San Francisco Chronicle

Oakland’s Hail Mary

-

Oakland has decided to go on the offensive by filing a federal lawsuit against the Raiders and the NFL over the team’s impending move to Las Vegas. The legal arguments may be a bit of a stretch, but the chance to recover the $80 million in remaining debt from Coliseum renovation­s — and perhaps much more in damages — is well worth a try.

The upshot of the lawsuit is spot on: that the Raiders and the NFL ignored the league’s relocation guidelines and did not otherwise play fair in stacking the deck for Las Vegas, which dangled a $750 million public subsidy toward a new domed stadium in the desert. As Oakland Mayor Libby Schaaf recently told our Scott Ostler, the Raiders “stonewalle­d the entire time” since she became mayor in January 2015.

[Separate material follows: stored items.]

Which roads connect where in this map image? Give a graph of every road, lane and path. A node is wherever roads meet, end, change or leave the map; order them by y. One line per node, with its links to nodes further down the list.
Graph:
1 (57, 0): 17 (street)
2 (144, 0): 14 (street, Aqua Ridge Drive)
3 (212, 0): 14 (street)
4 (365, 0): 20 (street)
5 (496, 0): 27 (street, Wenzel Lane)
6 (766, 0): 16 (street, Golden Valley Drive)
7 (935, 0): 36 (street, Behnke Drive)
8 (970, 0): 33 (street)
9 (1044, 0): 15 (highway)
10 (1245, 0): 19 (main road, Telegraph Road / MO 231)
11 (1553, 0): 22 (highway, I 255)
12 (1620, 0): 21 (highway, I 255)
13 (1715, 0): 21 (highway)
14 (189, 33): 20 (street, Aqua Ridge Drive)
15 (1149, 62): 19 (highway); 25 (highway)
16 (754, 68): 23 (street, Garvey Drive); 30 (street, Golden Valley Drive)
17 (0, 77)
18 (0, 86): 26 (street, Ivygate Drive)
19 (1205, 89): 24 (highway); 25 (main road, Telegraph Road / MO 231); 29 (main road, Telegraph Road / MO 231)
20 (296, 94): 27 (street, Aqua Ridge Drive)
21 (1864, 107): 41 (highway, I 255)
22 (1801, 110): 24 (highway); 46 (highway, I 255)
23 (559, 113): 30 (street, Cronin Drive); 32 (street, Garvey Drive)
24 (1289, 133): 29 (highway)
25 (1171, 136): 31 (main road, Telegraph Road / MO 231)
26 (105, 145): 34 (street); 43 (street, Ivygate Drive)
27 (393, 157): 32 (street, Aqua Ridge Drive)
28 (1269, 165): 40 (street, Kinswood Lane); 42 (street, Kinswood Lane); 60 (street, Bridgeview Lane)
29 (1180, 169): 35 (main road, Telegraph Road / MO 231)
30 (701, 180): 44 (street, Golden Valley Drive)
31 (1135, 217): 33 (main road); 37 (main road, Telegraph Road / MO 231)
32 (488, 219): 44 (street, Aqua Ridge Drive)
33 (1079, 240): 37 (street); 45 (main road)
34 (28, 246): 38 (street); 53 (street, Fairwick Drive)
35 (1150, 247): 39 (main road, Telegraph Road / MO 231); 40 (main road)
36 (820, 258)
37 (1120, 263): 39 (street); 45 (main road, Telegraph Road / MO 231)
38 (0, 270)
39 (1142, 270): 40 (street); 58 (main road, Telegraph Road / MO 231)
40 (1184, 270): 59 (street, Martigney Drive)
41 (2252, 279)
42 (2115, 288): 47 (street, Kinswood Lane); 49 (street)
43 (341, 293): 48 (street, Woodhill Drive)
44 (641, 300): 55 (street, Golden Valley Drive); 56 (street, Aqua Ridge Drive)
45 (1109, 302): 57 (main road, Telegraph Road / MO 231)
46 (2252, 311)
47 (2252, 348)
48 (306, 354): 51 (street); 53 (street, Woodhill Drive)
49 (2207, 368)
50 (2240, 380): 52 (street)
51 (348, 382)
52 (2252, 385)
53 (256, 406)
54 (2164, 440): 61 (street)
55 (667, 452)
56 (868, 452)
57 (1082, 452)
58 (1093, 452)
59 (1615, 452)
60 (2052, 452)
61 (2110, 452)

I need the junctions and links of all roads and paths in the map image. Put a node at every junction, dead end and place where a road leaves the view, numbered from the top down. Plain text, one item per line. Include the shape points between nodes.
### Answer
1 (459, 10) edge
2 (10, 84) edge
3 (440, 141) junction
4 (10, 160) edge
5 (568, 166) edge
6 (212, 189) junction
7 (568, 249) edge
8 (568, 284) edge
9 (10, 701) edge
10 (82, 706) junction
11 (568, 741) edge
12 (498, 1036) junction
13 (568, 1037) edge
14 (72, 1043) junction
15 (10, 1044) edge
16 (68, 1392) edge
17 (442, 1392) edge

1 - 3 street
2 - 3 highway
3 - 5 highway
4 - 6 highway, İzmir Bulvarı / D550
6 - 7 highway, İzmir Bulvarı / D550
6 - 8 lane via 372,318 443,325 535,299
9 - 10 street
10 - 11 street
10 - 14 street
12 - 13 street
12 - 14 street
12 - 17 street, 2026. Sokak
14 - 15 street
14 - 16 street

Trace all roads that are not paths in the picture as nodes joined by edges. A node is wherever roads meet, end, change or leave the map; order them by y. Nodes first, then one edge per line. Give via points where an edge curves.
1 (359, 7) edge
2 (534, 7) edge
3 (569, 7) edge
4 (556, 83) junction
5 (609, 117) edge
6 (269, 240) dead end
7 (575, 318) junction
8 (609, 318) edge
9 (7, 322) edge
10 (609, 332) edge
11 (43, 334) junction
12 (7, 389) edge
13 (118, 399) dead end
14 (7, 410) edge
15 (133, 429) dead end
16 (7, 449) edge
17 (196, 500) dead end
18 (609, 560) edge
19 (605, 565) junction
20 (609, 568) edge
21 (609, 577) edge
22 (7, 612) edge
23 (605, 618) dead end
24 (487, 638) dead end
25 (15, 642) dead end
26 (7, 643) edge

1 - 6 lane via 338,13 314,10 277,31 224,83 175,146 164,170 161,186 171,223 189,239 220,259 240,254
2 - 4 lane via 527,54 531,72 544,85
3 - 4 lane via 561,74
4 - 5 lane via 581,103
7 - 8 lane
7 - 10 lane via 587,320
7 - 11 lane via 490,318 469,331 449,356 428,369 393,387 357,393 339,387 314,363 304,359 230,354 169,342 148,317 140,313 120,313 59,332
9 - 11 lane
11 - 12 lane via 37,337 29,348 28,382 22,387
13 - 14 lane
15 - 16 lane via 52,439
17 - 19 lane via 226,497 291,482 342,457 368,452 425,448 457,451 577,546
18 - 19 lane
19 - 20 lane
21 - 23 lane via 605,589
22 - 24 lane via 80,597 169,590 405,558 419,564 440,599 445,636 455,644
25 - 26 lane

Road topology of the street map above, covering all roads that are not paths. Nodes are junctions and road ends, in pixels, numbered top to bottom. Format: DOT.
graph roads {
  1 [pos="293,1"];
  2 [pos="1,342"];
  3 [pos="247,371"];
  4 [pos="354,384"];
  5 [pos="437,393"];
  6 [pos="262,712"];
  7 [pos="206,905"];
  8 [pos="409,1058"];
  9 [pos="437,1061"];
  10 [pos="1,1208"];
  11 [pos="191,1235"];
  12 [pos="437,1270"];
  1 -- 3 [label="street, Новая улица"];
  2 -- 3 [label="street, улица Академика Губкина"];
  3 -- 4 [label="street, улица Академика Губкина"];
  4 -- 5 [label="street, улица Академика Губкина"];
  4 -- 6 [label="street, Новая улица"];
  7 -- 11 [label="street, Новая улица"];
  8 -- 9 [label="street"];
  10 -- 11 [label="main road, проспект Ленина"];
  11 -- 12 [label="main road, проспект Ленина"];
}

“There was no good faith there at all,” Schaaf said last month.

Of course, there is no law on the state or federal books that requires a business to act in good faith in choosing where to house its operation. However, NFL bylaws contain detailed guidelines that teams must meet before moving to a new market, with a requiremen­t that it “work diligently and in good faith” to try to stay in its home territory. It expressly prohibits a franchise from granting “exclusive negotiatin­g rights” to a community outside its current market — such as the Raiders effectivel­y did with Las Vegas.

One of the points of contention in this case will be whether that is merely an agreement among the 32 owners to play fair with one another and/or advance the stability of the league, or whether a community that relied on those bylaws when investing considerab­le taxpayer money in a stadium should have standing to sue when they are breached.

It’s not a clear-cut legal matter, but it’s an argument that needs to be tested in court not only for Oakland’s sake, but for the interests of other cities that subsidize profession­al football to even greater degrees. Are you awake, Las Vegas?

On the broader antitrust argument, the Oakland lawsuit alleged that the NFL and its teams colluded as an “illegal cartel” to pressure communitie­s to pony up big bucks for lavish new stadiums. To her credit, Schaaf refused to yield to the extortion game, offering public money only for infrastruc­ture improvemen­ts to the Coliseum area that had benefits beyond the football stadium.

As the lawsuit notes, the owners of the 31 teams reaped a windfall by shunning Oakland’s privately financed alternativ­e of a $1.3 billion open-air stadium on the Coliseum site: The other teams divided a $378 million “relocation fee” that the Raiders will be paying the NFL for the Vegas move.

The lawsuit is being handled on a contingenc­y basis in which an outside legal firm will collect fees as a portion of any ultimate judgment against the Raiders. Thus, it does not put tax dollars at risk. It’s a bold move, and a wise one. Oakland should not be saddled with debt for refusing to cower to a cartel.